Je ne pipe mots. Je suis mal placée pour critiquer sa conduite plus que dangereuse alors qu'il est bien le seul à ne pas m'avoir abandonnée. Même Denzel s'est barré sans une once d'inquiétude pour moi. Et je suis censée être sa protégée. Quel crétin ! Voyant qu'il m'a cloué le bec, Jayden se marre comme si j'étais l'être le plus drôle sur Terre.
— C'est bien ce que je pensais, alors tu devrais me remercier pour avoir sauvé tes petites fesses au lieu de râler. Allez, suis-moi.
Le motard se dirige vers un escalier qui borde la demeure. Il veut vraiment que je vienne chez lui ? Hors de question. Je me retourne vers la rue et resserre mes mains autour de mes bras pour me réchauffer.
— Qu'est-ce que tu fous ?
Jayden s'est stoppé en bas des marches et m'observe.
— Je rentre chez moi ça ne se voit pas ?
— Mais tu habites où ?
— Long Beach.
— Tu es au courant que c'est à plus de huit heures de marche ? fait-il remarquer d'un air insolent en croisant les bras sur son torse bombé.
— Oui mais les bus vont reprendre, en attendant je vais m'avancer.
Je me détourne de lui et j'entreprends de continuer ma route.
— Tu sais que les rues de L.A sont dangereuses la nuit, surtout quand on est une fille seule sans défense.
— Perspicace, merci pour l'info, me moqué-je. Tu as qu'à me ramener monsieur le génie.
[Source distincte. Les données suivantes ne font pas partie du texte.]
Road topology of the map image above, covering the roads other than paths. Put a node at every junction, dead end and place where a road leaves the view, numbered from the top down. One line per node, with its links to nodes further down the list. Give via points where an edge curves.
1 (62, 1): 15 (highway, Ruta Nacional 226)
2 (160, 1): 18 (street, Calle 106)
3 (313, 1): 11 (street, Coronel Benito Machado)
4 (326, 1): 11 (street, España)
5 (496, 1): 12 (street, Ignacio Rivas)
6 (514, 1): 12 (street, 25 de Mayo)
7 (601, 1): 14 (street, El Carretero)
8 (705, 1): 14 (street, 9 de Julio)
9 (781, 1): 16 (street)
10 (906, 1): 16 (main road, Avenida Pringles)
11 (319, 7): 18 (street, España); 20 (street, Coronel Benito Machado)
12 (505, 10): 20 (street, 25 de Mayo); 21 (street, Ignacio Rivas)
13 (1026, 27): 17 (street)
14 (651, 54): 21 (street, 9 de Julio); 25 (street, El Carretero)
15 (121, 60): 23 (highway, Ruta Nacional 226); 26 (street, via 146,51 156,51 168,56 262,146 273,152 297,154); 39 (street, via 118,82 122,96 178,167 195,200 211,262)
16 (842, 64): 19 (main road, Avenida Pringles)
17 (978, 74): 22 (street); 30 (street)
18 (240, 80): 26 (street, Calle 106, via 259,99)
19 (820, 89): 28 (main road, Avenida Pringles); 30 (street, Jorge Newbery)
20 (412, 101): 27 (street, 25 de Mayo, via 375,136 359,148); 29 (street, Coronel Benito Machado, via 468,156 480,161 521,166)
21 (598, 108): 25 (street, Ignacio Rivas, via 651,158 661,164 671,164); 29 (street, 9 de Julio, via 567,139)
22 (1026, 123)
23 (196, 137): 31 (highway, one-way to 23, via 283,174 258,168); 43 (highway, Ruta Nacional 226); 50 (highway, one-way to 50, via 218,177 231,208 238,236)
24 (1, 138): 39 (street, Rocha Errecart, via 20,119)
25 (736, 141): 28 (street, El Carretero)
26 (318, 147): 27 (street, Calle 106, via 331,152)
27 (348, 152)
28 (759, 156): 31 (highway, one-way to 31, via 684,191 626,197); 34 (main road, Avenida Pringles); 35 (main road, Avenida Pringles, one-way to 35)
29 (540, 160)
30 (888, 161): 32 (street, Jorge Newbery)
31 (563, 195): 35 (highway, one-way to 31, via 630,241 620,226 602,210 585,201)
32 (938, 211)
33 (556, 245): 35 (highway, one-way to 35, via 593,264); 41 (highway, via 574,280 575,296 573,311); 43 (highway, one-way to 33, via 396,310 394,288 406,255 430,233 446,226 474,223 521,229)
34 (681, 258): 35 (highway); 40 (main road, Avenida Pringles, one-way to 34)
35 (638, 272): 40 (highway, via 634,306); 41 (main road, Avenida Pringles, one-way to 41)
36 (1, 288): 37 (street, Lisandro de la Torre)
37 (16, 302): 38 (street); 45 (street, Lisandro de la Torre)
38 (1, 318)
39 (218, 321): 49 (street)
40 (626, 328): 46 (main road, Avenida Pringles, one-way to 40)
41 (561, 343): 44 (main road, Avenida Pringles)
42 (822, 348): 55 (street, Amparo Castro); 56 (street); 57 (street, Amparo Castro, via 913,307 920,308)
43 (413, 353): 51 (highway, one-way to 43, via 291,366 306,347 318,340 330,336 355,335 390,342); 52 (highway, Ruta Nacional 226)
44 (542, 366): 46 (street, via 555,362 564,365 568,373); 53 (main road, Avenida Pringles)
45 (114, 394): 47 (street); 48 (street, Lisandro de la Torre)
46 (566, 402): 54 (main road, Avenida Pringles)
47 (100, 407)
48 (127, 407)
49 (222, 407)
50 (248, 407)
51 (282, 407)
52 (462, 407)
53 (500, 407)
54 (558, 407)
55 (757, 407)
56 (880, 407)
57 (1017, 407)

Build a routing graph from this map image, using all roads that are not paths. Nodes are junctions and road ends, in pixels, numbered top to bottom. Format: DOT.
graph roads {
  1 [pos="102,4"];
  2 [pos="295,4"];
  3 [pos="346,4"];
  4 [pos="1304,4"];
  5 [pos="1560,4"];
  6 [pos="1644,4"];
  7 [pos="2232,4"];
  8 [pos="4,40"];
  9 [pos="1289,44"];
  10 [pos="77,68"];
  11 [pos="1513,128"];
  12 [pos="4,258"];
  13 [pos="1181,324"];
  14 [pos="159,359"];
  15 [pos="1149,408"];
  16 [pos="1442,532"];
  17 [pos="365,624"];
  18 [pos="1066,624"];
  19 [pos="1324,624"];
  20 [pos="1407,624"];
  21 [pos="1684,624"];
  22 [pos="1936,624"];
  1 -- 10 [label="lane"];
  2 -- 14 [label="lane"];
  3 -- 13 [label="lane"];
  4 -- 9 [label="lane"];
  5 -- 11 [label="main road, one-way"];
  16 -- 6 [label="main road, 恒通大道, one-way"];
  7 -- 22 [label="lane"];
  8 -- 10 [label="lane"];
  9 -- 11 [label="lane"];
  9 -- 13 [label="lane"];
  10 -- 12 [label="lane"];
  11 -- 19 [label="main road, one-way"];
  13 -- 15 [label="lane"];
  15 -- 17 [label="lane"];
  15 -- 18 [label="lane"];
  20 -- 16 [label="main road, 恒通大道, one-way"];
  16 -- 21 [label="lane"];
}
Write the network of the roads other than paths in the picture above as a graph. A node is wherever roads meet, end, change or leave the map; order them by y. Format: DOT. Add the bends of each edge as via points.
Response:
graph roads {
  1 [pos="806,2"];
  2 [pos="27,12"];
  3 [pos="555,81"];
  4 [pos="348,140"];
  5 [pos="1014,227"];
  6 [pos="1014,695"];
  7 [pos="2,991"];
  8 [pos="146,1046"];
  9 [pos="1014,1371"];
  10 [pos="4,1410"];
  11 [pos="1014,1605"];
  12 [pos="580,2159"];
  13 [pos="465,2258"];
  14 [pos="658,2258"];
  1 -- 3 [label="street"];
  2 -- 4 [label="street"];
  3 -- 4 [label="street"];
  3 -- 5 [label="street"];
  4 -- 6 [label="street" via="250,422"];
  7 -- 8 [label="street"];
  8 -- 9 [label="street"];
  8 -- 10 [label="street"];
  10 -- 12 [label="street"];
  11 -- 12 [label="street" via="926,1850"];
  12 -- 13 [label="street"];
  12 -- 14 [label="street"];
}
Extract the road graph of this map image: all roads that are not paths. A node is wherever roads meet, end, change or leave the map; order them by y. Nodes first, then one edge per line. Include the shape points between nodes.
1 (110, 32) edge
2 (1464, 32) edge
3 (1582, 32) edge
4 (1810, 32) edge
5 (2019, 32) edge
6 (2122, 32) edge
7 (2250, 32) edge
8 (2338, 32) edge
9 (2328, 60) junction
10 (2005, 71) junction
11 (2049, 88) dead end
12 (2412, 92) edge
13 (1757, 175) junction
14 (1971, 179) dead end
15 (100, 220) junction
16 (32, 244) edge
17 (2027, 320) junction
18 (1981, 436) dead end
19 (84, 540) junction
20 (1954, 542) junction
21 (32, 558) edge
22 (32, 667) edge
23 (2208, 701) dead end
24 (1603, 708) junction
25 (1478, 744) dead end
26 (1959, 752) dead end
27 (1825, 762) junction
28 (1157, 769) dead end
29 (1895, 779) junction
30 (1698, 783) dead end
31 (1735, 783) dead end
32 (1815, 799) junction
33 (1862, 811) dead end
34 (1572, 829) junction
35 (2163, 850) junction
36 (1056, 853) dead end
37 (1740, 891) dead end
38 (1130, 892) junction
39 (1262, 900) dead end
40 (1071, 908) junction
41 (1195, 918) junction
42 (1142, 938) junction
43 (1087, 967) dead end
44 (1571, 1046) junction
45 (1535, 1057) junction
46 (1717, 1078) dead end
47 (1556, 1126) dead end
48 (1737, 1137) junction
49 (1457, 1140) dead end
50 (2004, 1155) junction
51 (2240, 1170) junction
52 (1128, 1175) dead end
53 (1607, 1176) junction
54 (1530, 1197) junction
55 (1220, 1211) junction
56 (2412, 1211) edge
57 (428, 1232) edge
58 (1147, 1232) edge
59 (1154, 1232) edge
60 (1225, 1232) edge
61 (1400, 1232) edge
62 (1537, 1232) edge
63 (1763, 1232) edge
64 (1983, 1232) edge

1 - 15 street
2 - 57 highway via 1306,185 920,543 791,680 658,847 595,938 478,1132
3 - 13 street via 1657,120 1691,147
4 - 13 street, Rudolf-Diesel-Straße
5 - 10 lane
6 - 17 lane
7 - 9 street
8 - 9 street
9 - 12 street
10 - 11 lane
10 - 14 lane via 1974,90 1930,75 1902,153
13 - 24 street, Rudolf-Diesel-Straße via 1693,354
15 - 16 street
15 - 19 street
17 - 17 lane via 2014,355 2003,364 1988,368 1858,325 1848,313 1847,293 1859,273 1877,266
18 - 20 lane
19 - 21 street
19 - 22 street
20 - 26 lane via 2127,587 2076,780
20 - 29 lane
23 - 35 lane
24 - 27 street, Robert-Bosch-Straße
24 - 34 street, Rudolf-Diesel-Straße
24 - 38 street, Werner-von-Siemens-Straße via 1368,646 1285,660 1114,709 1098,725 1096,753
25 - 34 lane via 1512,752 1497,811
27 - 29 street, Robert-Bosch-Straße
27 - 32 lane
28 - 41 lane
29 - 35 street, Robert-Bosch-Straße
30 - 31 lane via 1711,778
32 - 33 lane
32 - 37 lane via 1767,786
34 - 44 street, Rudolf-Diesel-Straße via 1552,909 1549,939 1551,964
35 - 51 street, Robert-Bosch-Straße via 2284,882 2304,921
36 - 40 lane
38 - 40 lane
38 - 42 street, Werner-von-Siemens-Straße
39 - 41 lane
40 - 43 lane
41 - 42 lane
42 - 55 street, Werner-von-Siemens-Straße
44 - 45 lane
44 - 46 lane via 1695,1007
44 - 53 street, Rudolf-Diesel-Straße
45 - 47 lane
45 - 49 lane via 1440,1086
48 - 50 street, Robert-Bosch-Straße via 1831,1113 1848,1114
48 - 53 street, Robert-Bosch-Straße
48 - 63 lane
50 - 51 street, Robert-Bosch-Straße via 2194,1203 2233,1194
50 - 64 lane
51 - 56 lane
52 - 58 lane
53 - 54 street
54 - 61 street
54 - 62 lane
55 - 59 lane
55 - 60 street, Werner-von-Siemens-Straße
Il relâche ses bras et inspire bruyamment.
— Non je ressors pas ma bécane maintenant. Je risque de retomber sur les flics.
— Et bien c'est réglé, je rentre à pied.
Jayden grogne, peste entre ses dents que je suis têtue, passe sa main dans ses cheveux et me rejoins en quelques enjambées. Lorsqu'il se baisse et qu'il m'attrape pour me poser sur son épaule, je pousse un cri de surprise. Pendant qu'il m'entraîne à l'étage je me débats du mieux que je peux en lui donnant des coups dans le dos sans effet.
— Jayden pose-moi de suite ! lui ordonné-je. Laisse-moi marcher !
Mes protestations n'ont pour conséquences que de le rendre hilare. Il me ballote comme un sac à patates dans l'escalier puis s'arrête sur le palier pour chercher ses clés dans la poche de son jean.
— Fais-moi descendre, promis je te suivrais, tenté-je de l'amadouer.
— Trop tard, fallait m'écouter avant au lieu de jouer les filles bornées.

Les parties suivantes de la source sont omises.